(Instructions for the task)
Restate only the tail of the data below, starting at the line that contains "item per line." and including the last line, word for word.

(Supplied records)

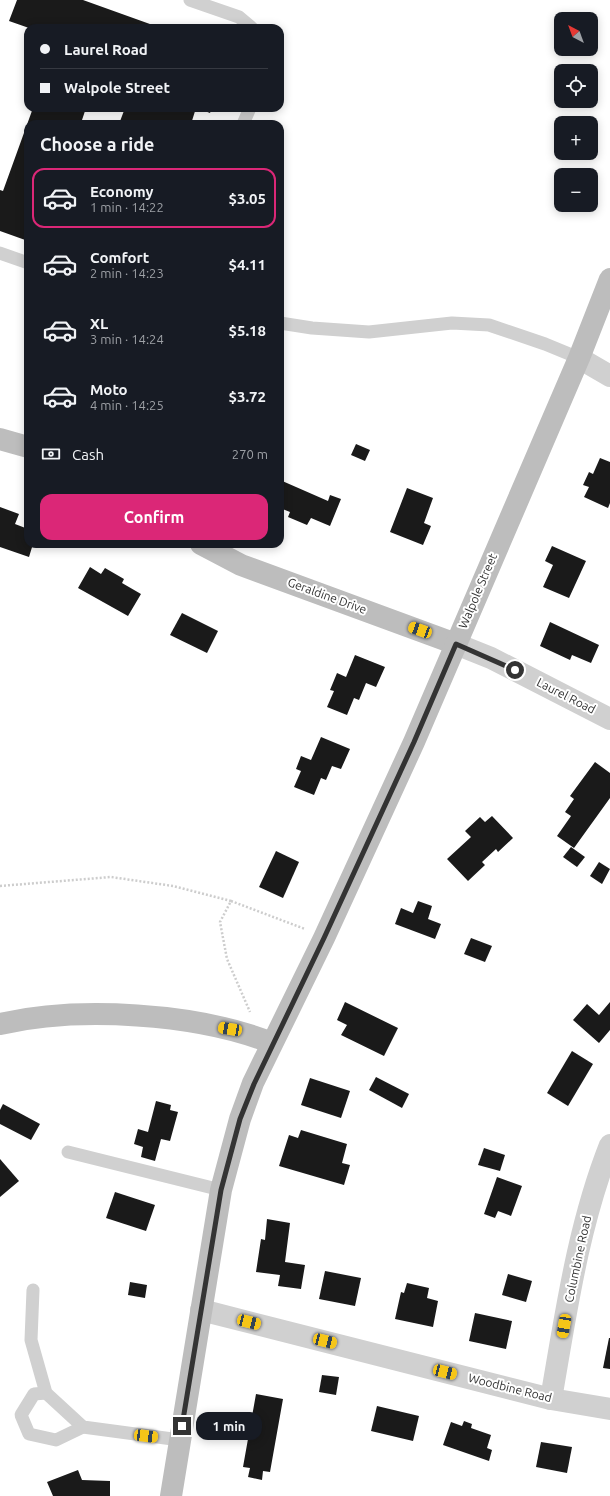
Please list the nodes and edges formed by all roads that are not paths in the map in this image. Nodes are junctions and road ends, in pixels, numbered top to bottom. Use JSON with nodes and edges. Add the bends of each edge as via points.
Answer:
{"nodes":[{"id":1,"x":190,"y":0,"type":"edge"},
{"id":2,"x":247,"y":24,"type":"edge"},
{"id":3,"x":0,"y":253,"type":"edge"},
{"id":4,"x":24,"y":262,"type":"edge"},
{"id":5,"x":610,"y":279,"type":"edge"},
{"id":6,"x":284,"y":323,"type":"edge"},
{"id":7,"x":579,"y":358,"type":"junction"},
{"id":8,"x":610,"y":376,"type":"edge"},
{"id":9,"x":0,"y":439,"type":"edge"},
{"id":10,"x":24,"y":446,"type":"edge"},
{"id":11,"x":209,"y":548,"type":"edge"},
{"id":12,"x":456,"y":644,"type":"junction"},
{"id":13,"x":610,"y":719,"type":"edge"},
{"id":14,"x":0,"y":1024,"type":"edge"},
{"id":15,"x":272,"y":1043,"type":"junction"},
{"id":16,"x":610,"y":1145,"type":"edge"},
{"id":17,"x":68,"y":1152,"type":"dead end"},
{"id":18,"x":221,"y":1190,"type":"junction"},
{"id":19,"x":33,"y":1290,"type":"dead end"},
{"id":20,"x":201,"y":1310,"type":"junction"},
{"id":21,"x":46,"y":1393,"type":"junction"},
{"id":22,"x":551,"y":1399,"type":"junction"},
{"id":23,"x":610,"y":1409,"type":"edge"},
{"id":24,"x":83,"y":1427,"type":"junction"},
{"id":25,"x":180,"y":1440,"type":"junction"},
{"id":26,"x":171,"y":1496,"type":"edge"}],
"edges":[{"from":1,"to":2,"type":"lane","via":[[239,17]]},
{"from":3,"to":4,"type":"lane"},
{"from":5,"to":7,"type":"main road","name":"Walpole Street"},
{"from":6,"to":7,"type":"lane","via":[[312,328],[369,332],[452,323],[489,325]]},
{"from":7,"to":8,"type":"street"},
{"from":7,"to":12,"type":"main road","name":"Walpole Street"},
{"from":9,"to":10,"type":"main road"},
{"from":11,"to":12,"type":"main road","name":"Geraldine Drive","via":[[241,565]]},
{"from":12,"to":13,"type":"street","name":"Laurel Road","via":[[504,665]]},
{"from":12,"to":15,"type":"main road","name":"Walpole Street","via":[[324,938]]},
{"from":14,"to":15,"type":"main road","via":[[47,1015],[140,1016],[242,1032]]},
{"from":15,"to":18,"type":"main road","name":"Walpole Street","via":[[240,1119]]},
{"from":16,"to":22,"type":"street","name":"Columbine Road","via":[[598,1176],[577,1252]]},
{"from":17,"to":18,"type":"lane"},
{"from":18,"to":20,"type":"main road","name":"Walpole Street"},
{"from":19,"to":21,"type":"lane","via":[[31,1340]]},
{"from":20,"to":22,"type":"street","name":"Woodbine Road"},
{"from":20,"to":25,"type":"main road","name":"Walpole Street"},
{"from":21,"to":24,"type":"lane"},
{"from":21,"to":24,"type":"lane","via":[[34,1394],[21,1415],[29,1434],[56,1440]]},
{"from":22,"to":23,"type":"street","name":"Woodbine Road"},
{"from":24,"to":25,"type":"lane"},
{"from":25,"to":26,"type":"main road","name":"Walpole Street"}]}
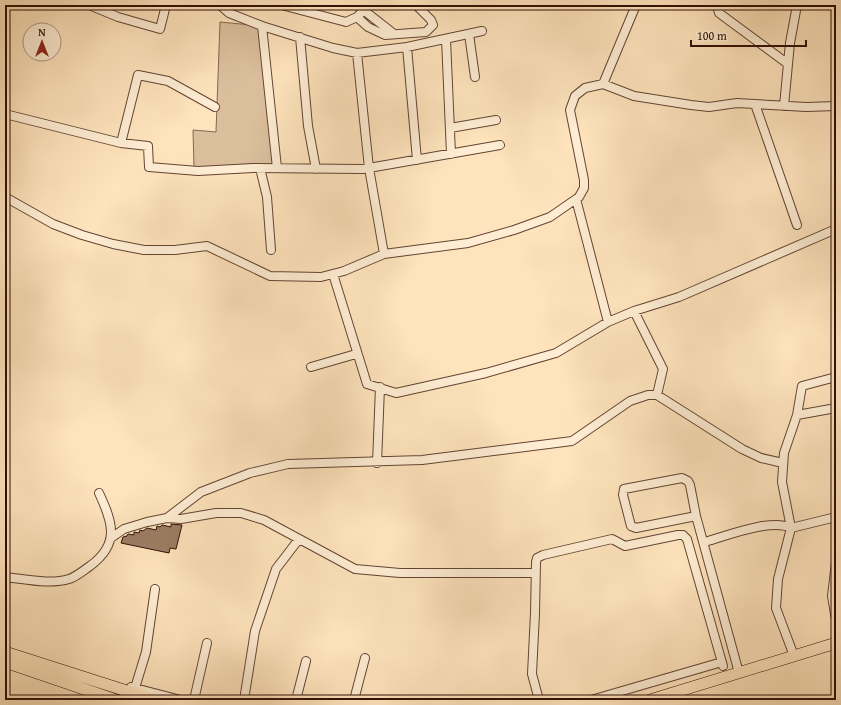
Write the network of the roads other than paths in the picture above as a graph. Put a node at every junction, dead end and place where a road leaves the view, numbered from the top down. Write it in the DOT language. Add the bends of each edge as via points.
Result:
graph roads {
  1 [pos="89,5"];
  2 [pos="166,5"];
  3 [pos="220,5"];
  4 [pos="416,5"];
  5 [pos="636,5"];
  6 [pos="717,5"];
  7 [pos="797,5"];
  8 [pos="285,6"];
  9 [pos="360,8"];
  10 [pos="357,17"];
  11 [pos="262,26"];
  12 [pos="482,31"];
  13 [pos="394,34"];
  14 [pos="469,34"];
  15 [pos="300,37"];
  16 [pos="446,39"];
  17 [pos="407,47"];
  18 [pos="357,53"];
  19 [pos="788,64"];
  20 [pos="475,77"];
  21 [pos="603,84"];
  22 [pos="755,104"];
  23 [pos="784,106"];
  24 [pos="836,106"];
  25 [pos="215,107"];
  26 [pos="5,114"];
  27 [pos="496,120"];
  28 [pos="450,128"];
  29 [pos="121,143"];
  30 [pos="500,145"];
  31 [pos="452,154"];
  32 [pos="417,160"];
  33 [pos="260,168"];
  34 [pos="277,168"];
  35 [pos="316,168"];
  36 [pos="369,168"];
  37 [pos="5,197"];
  38 [pos="576,199"];
  39 [pos="797,225"];
  40 [pos="836,230"];
  41 [pos="271,250"];
  42 [pos="384,254"];
  43 [pos="333,274"];
  44 [pos="634,311"];
  45 [pos="608,322"];
  46 [pos="356,354"];
  47 [pos="311,367"];
  48 [pos="836,377"];
  49 [pos="380,387"];
  50 [pos="657,396"];
  51 [pos="836,408"];
  52 [pos="797,415"];
  53 [pos="377,463"];
  54 [pos="783,463"];
  55 [pos="99,494"];
  56 [pos="696,516"];
  57 [pos="836,517"];
  58 [pos="167,518"];
  59 [pos="791,528"];
  60 [pos="111,538"];
  61 [pos="299,539"];
  62 [pos="708,541"];
  63 [pos="836,562"];
  64 [pos="530,573"];
  65 [pos="5,577"];
  66 [pos="155,589"];
  67 [pos="836,620"];
  68 [pos="207,643"];
  69 [pos="836,643"];
  70 [pos="5,652"];
  71 [pos="794,656"];
  72 [pos="365,658"];
  73 [pos="306,661"];
  74 [pos="5,662"];
  75 [pos="739,673"];
  76 [pos="134,691"];
  77 [pos="116,700"];
  78 [pos="155,700"];
  79 [pos="181,700"];
  80 [pos="194,700"];
  81 [pos="244,700"];
  82 [pos="296,700"];
  83 [pos="354,700"];
  84 [pos="539,700"];
  85 [pos="591,700"];
  86 [pos="650,700"];
  1 -- 2 [label="street" via="118,17 160,29"];
  3 -- 11 [label="street" via="229,13"];
  4 -- 13 [label="street" via="431,20 433,25 430,29 426,32"];
  5 -- 21 [label="street"];
  6 -- 19 [label="street" via="719,13"];
  7 -- 19 [label="street"];
  8 -- 10 [label="street" via="346,22"];
  9 -- 10 [label="street"];
  9 -- 13 [label="street"];
  10 -- 13 [label="street" via="376,33"];
  11 -- 15 [label="street"];
  11 -- 34 [label="street"];
  12 -- 14 [label="street"];
  14 -- 16 [label="street"];
  14 -- 20 [label="street"];
  15 -- 18 [label="street"];
  15 -- 35 [label="street" via="308,126"];
  16 -- 17 [label="street"];
  16 -- 28 [label="street"];
  17 -- 18 [label="street"];
  17 -- 32 [label="street"];
  18 -- 36 [label="street"];
  19 -- 23 [label="street"];
  21 -- 22 [label="street" via="634,96 657,101 709,106"];
  21 -- 38 [label="street" via="585,88 575,96 570,110 584,180 584,188"];
  22 -- 23 [label="street"];
  22 -- 39 [label="street"];
  23 -- 24 [label="street"];
  25 -- 29 [label="street" via="168,81 138,75"];
  26 -- 29 [label="street"];
  27 -- 28 [label="street"];
  28 -- 31 [label="street"];
  29 -- 33 [label="street" via="148,146 149,167 198,171"];
  30 -- 31 [label="street"];
  31 -- 32 [label="street"];
  32 -- 36 [label="street"];
  33 -- 34 [label="street"];
  33 -- 41 [label="street" via="267,197"];
  34 -- 35 [label="street"];
  35 -- 36 [label="street"];
  36 -- 42 [label="street"];
  37 -- 43 [label="street" via="53,224 113,244 144,250 176,250 207,246 270,276 321,277"];
  38 -- 42 [label="street" via="550,217 514,230 468,242"];
  38 -- 45 [label="street"];
  40 -- 44 [label="street" via="678,297"];
  42 -- 43 [label="street"];
  43 -- 46 [label="street"];
  44 -- 45 [label="street"];
  44 -- 50 [label="street" via="663,369"];
  45 -- 49 [label="street" via="556,353 486,373 396,393"];
  46 -- 47 [label="street"];
  46 -- 49 [label="street" via="367,384"];
  48 -- 52 [label="street" via="802,386"];
  49 -- 53 [label="street"];
  50 -- 53 [label="street" via="648,395 630,401 572,441 422,460"];
  50 -- 54 [label="street" via="742,449 761,458"];
  51 -- 52 [label="street"];
  52 -- 54 [label="street" via="784,452"];
  53 -- 58 [label="street" via="288,464 250,473 201,492"];
  54 -- 59 [label="street" via="782,482"];
  55 -- 60 [label="street" via="108,512 112,529"];
  56 -- 56 [label="street" via="690,485 685,478 623,491 630,524 633,527"];
  56 -- 75 [label="street"];
  57 -- 59 [label="street"];
  58 -- 60 [label="street" via="124,529"];
  58 -- 61 [label="street" via="241,513 264,520"];
  59 -- 62 [label="street" via="786,525 756,527"];
  59 -- 71 [label="street" via="778,579 776,608"];
  60 -- 65 [label="street" via="106,550 97,560 69,579 49,581"];
  61 -- 64 [label="street" via="355,568 373,571"];
  61 -- 81 [label="street" via="276,569 255,631"];
  63 -- 67 [label="street" via="832,596"];
  66 -- 76 [label="street" via="146,652"];
  68 -- 80 [label="street"];
  69 -- 71 [label="highway"];
  70 -- 76 [label="highway" via="87,679"];
  71 -- 75 [label="highway"];
  72 -- 83 [label="street"];
  73 -- 82 [label="street"];
  74 -- 77 [label="highway"];
  75 -- 86 [label="highway"];
  76 -- 78 [label="highway"];
  76 -- 79 [label="street"];
  84 -- 85 [label="street" via="532,674 537,558 612,539 625,546 683,535 687,538 723,664"];
}
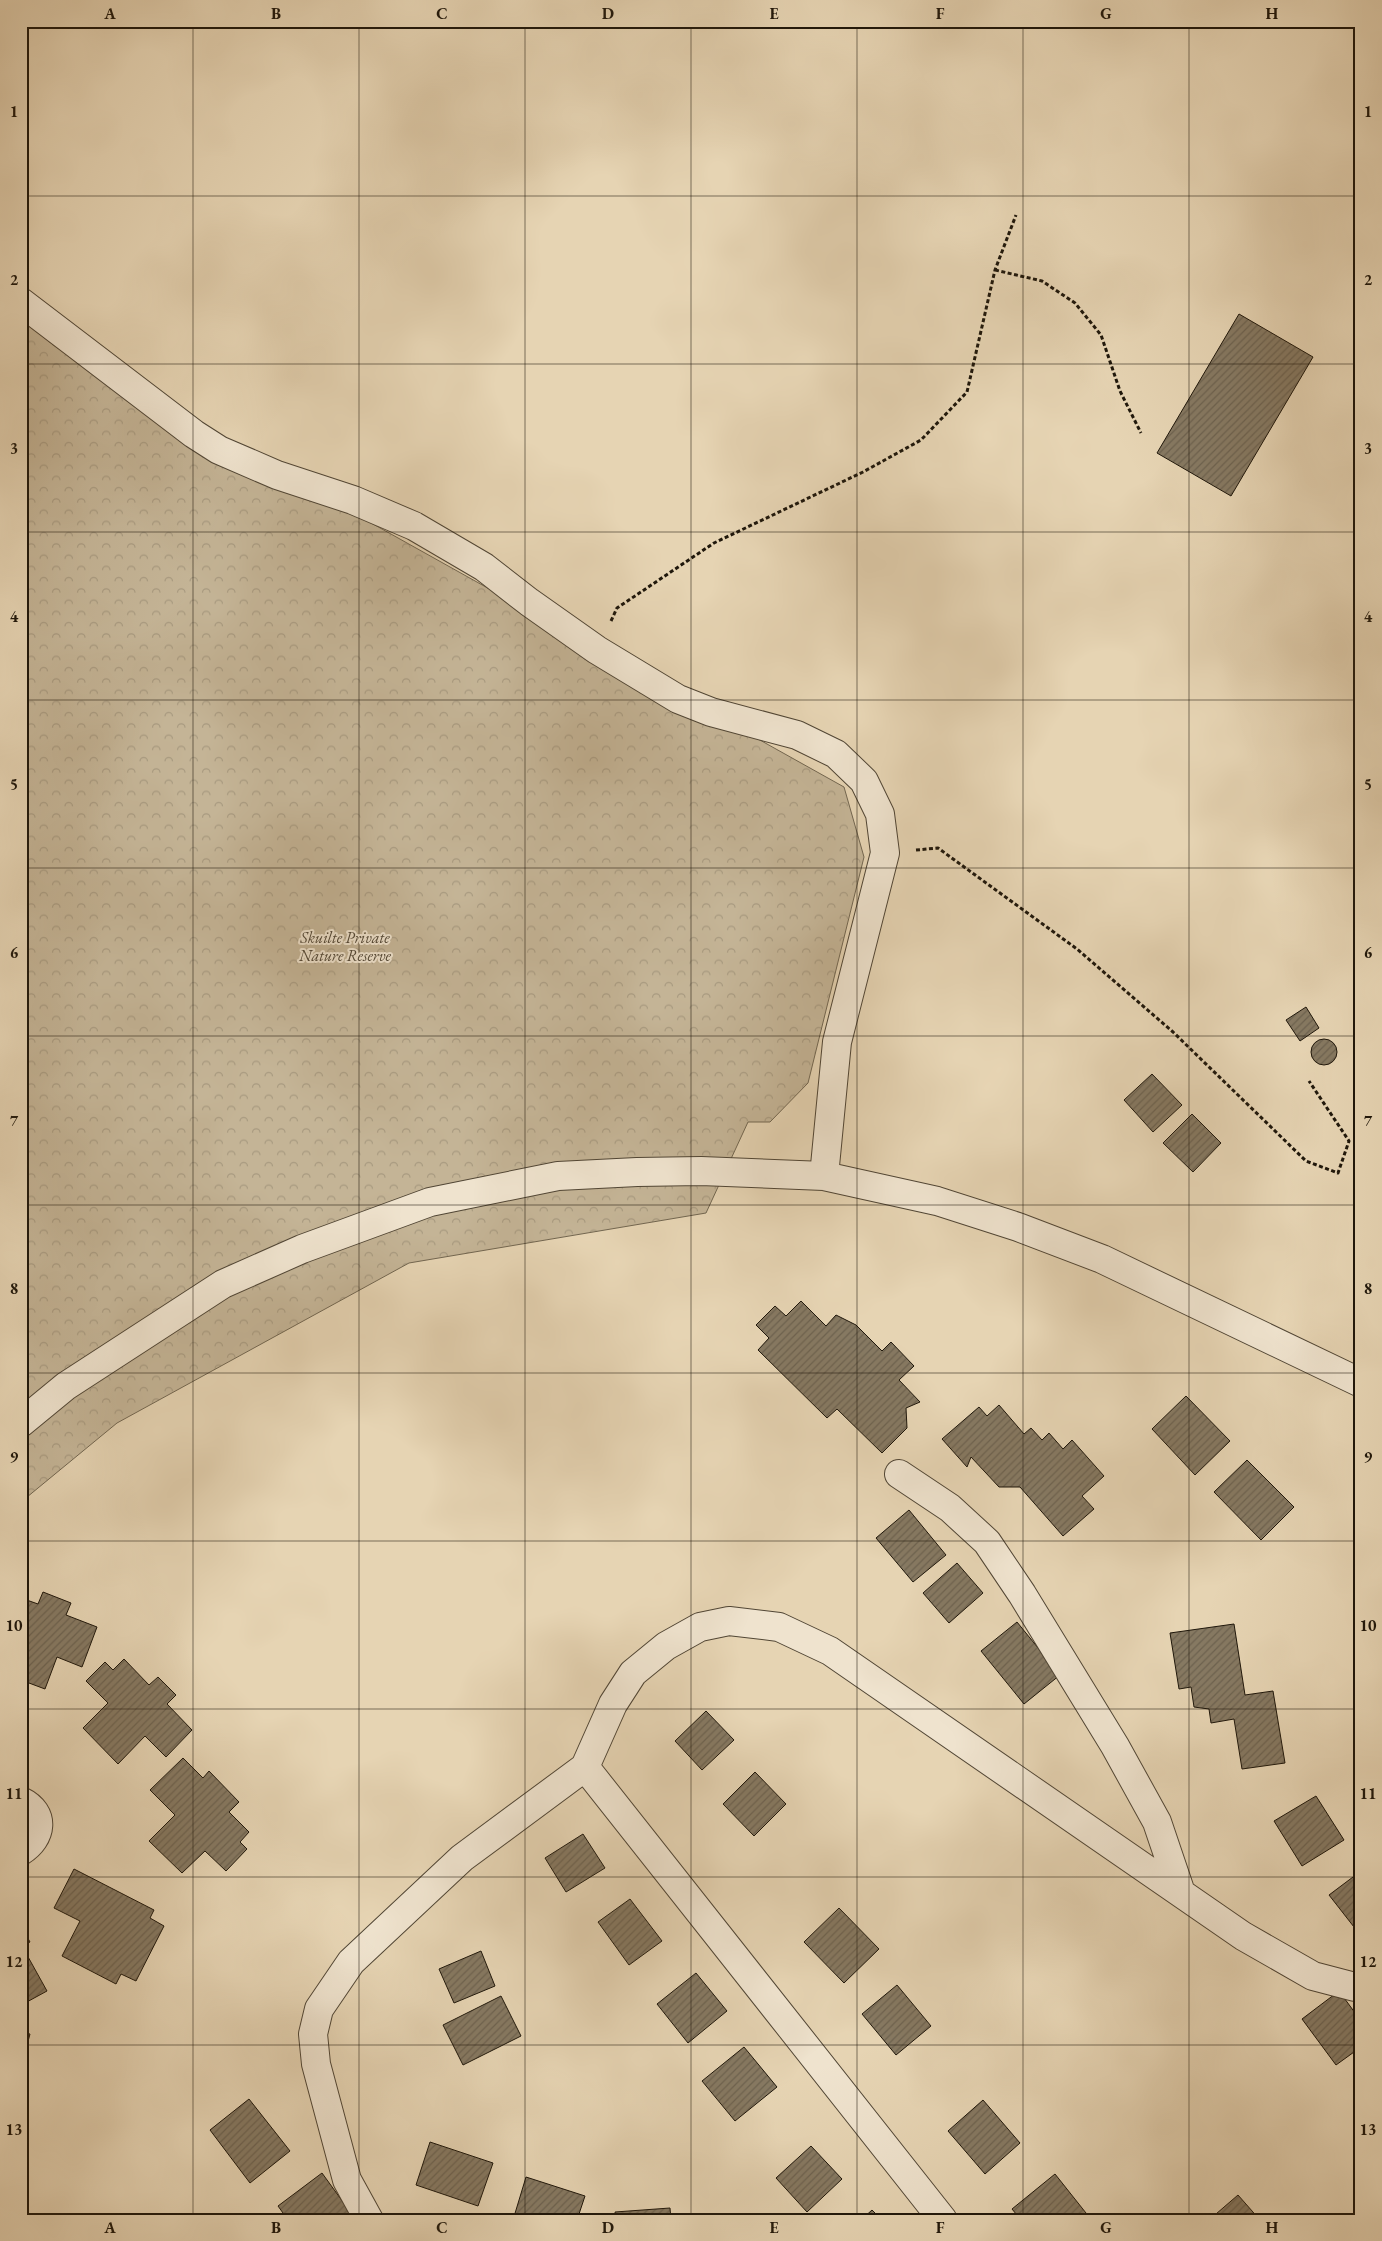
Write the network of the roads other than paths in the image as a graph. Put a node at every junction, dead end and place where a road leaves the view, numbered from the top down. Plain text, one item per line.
1 (21, 302) edge
2 (824, 1176) junction
3 (1361, 1383) edge
4 (21, 1423) edge
5 (899, 1474) dead end
6 (586, 1767) junction
7 (21, 1801) edge
8 (21, 1851) edge
9 (1181, 1893) junction
10 (1361, 1986) edge
11 (370, 2220) edge
12 (943, 2220) edge

1 - 2 street
2 - 3 street
2 - 4 street
5 - 9 street
6 - 9 street
6 - 11 street
6 - 12 street
7 - 8 street
9 - 10 street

(Solution)
Write the network of the roads other than paths in the image as a graph. Put a node at every junction, dead end and place where a road leaves the view, numbered from the top down. Plain text, one item per line.
1 (21, 302) edge
2 (824, 1176) junction
3 (1361, 1383) edge
4 (21, 1423) edge
5 (899, 1474) dead end
6 (586, 1767) junction
7 (21, 1801) edge
8 (21, 1851) edge
9 (1181, 1893) junction
10 (1361, 1986) edge
11 (370, 2220) edge
12 (943, 2220) edge

1 - 2 street
2 - 3 street
2 - 4 street
5 - 9 street
6 - 9 street
6 - 11 street
6 - 12 street
7 - 8 street
9 - 10 street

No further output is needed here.